■ Your instructions
Using the string "Left" as the key, pull each matching line out of the records below.

START Records to use

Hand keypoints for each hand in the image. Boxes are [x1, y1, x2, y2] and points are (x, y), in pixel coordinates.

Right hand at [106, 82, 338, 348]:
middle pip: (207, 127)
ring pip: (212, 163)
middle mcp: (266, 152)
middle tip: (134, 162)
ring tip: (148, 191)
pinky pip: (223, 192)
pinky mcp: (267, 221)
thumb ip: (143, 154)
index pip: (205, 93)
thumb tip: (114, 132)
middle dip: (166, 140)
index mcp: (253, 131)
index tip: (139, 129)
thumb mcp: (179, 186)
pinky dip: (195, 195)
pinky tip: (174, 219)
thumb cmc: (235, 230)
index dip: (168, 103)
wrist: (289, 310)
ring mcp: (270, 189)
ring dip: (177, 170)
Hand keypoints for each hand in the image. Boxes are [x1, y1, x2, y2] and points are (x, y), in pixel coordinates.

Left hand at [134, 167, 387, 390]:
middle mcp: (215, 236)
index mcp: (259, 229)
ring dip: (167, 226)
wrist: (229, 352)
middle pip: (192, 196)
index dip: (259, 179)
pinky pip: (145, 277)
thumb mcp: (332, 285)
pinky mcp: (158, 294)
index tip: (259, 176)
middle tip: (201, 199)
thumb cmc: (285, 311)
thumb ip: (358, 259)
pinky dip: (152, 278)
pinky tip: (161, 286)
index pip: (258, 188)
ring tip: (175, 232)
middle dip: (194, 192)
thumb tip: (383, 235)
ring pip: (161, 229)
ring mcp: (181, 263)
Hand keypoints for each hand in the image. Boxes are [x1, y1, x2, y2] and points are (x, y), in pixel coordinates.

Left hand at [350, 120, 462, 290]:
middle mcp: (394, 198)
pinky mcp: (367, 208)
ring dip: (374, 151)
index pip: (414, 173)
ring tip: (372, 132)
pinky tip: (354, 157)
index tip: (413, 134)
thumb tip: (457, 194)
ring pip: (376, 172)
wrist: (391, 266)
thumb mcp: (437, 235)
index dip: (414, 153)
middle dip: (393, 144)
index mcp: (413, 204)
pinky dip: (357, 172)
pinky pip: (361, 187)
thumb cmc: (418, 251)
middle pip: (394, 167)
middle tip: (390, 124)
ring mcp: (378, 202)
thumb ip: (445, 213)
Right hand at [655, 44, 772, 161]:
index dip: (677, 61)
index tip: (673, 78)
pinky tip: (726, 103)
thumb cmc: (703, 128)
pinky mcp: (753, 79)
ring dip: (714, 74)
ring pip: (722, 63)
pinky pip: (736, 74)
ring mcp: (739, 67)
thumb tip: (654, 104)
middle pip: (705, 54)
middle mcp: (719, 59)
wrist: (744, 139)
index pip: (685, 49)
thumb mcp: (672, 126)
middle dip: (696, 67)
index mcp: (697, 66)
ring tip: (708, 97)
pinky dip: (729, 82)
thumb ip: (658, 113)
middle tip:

END Records to use
START Records to use

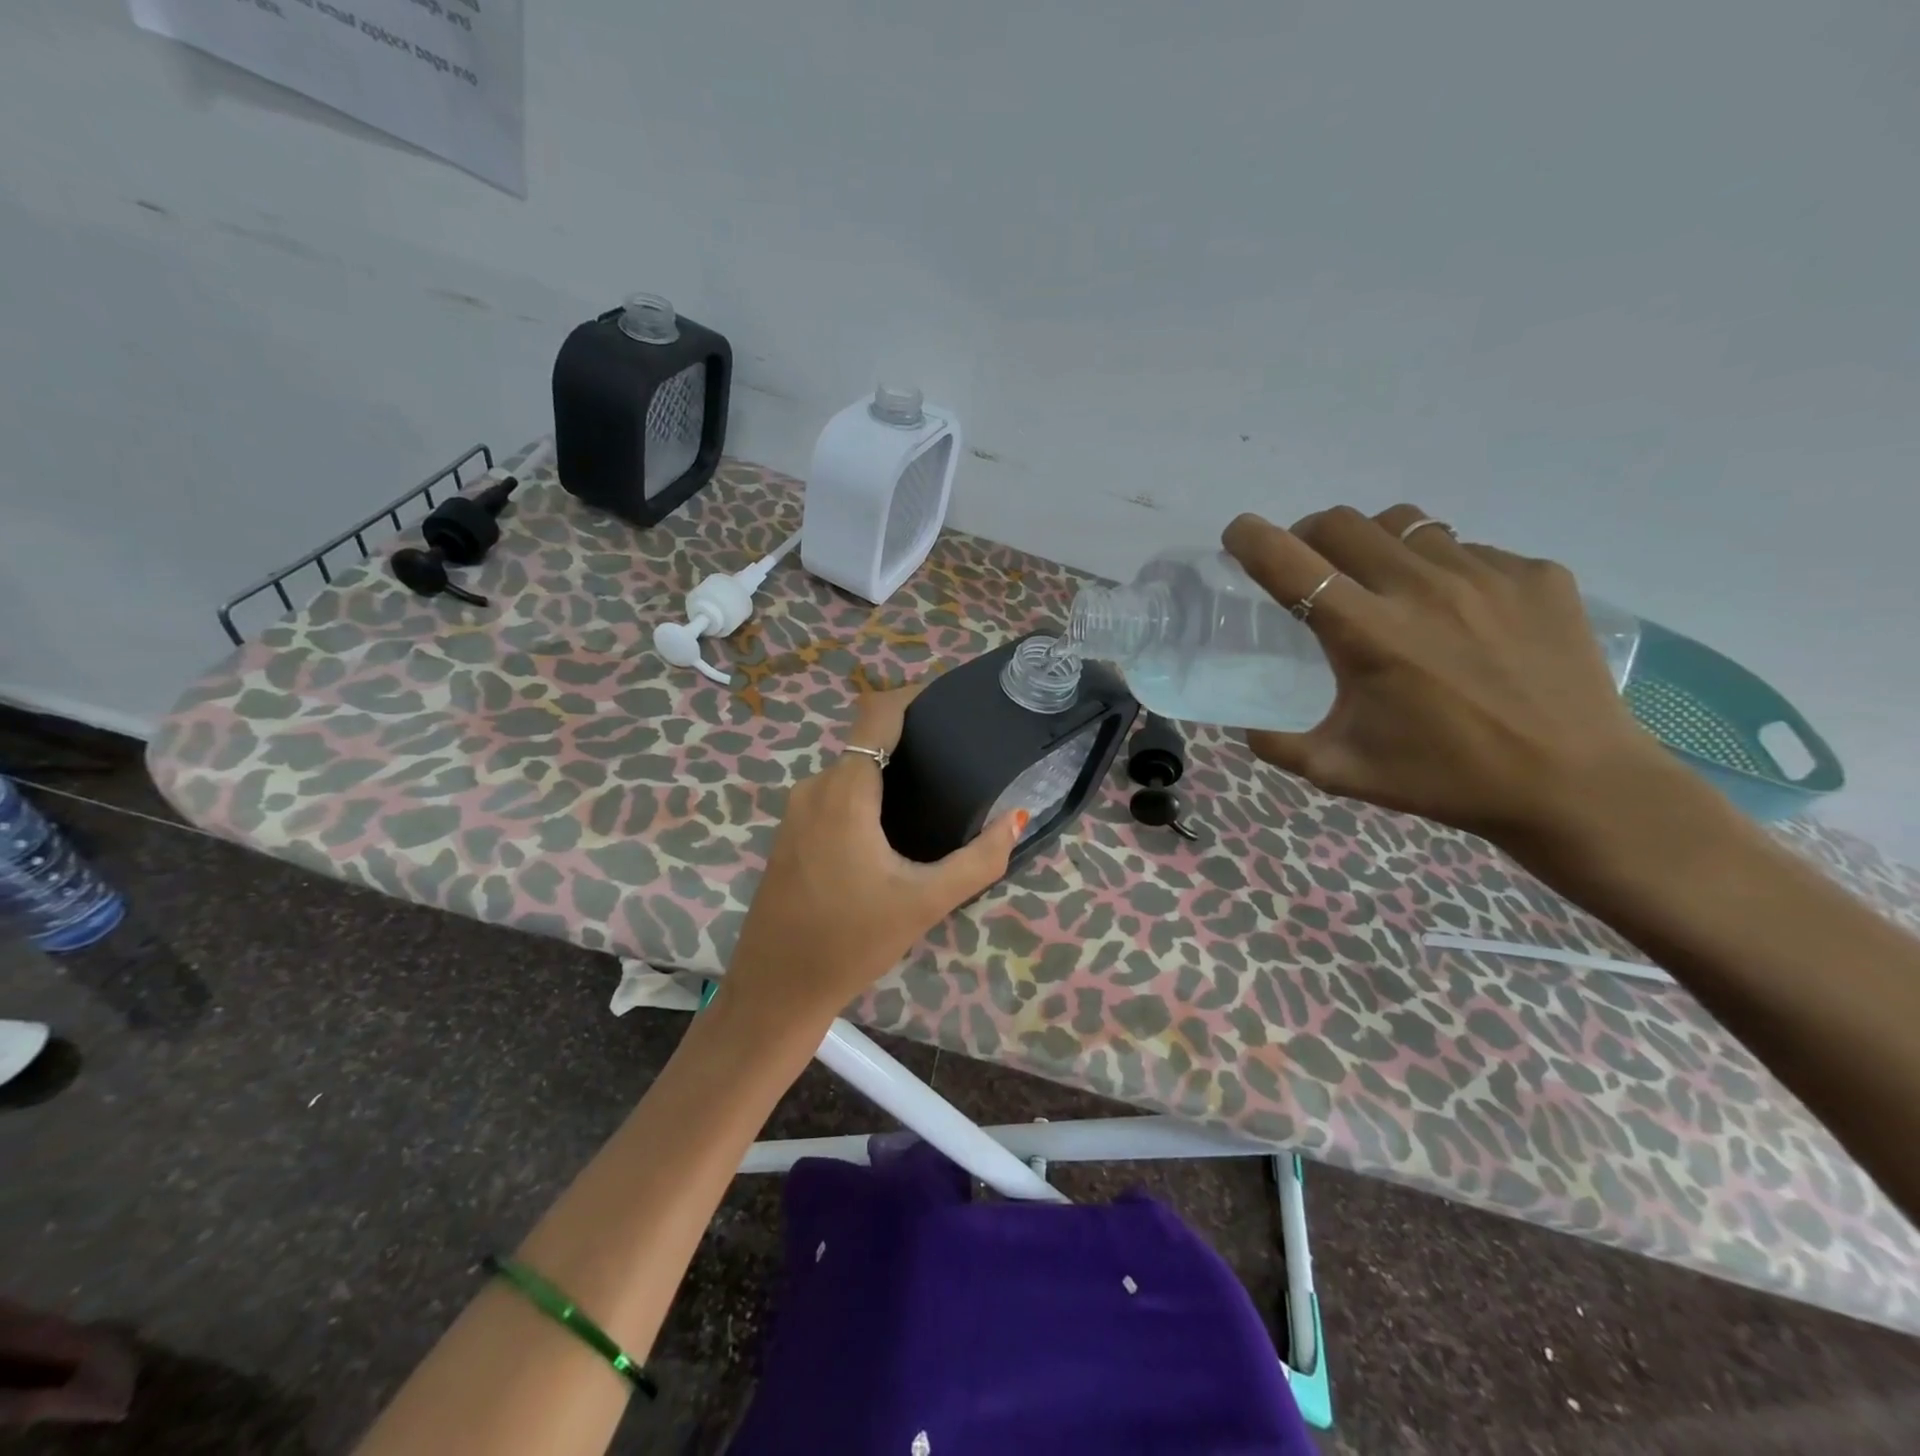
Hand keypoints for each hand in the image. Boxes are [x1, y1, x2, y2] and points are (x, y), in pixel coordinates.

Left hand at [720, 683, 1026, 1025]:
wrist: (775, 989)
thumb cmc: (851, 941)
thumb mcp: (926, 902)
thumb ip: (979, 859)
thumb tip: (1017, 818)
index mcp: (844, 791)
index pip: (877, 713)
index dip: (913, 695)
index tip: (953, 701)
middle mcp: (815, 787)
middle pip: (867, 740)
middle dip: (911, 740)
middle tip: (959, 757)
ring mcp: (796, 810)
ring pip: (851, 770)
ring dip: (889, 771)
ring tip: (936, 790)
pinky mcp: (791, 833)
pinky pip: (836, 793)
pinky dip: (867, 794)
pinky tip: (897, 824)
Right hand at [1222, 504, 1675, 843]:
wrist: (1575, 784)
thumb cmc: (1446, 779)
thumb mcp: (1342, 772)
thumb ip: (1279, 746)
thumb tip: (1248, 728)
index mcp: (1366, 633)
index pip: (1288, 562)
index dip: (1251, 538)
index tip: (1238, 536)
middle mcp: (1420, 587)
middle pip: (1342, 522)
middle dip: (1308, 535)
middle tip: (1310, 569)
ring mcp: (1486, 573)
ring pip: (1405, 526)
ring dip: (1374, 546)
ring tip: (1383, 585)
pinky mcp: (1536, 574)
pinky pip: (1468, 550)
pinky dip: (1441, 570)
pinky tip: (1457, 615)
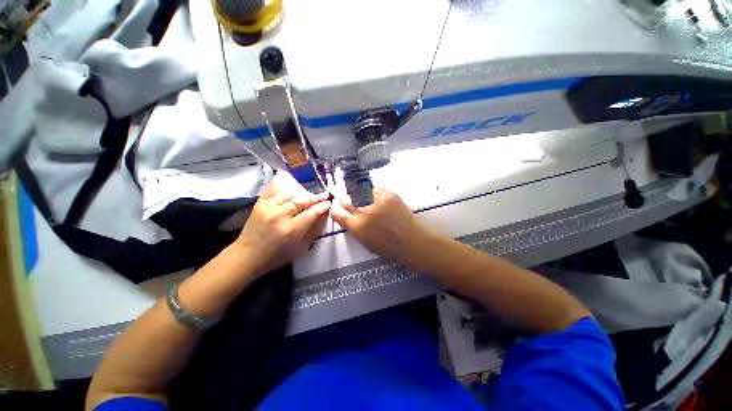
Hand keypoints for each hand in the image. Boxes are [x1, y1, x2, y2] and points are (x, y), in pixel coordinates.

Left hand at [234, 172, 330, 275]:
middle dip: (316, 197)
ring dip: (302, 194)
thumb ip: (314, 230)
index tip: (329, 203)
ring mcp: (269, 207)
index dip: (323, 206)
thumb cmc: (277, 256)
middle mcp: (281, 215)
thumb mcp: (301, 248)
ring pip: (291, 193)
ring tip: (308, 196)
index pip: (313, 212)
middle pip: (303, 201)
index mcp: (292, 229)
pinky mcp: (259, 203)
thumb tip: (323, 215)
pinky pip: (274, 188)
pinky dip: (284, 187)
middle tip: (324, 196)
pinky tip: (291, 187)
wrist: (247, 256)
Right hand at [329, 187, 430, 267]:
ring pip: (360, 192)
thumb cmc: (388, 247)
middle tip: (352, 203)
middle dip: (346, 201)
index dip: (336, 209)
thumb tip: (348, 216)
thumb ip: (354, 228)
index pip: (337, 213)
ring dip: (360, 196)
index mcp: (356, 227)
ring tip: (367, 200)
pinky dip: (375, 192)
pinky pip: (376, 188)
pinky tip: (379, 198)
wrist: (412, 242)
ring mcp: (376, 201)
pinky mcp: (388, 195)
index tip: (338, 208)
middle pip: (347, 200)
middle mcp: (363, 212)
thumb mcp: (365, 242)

END Records to use

■ Solution to this task
Left hand at [134, 167, 387, 390]:
Left hand at [350, 120, 462, 290]:
Left hand at [720, 683, 1026, 1025]:
Left hand at [234, 172, 330, 275]:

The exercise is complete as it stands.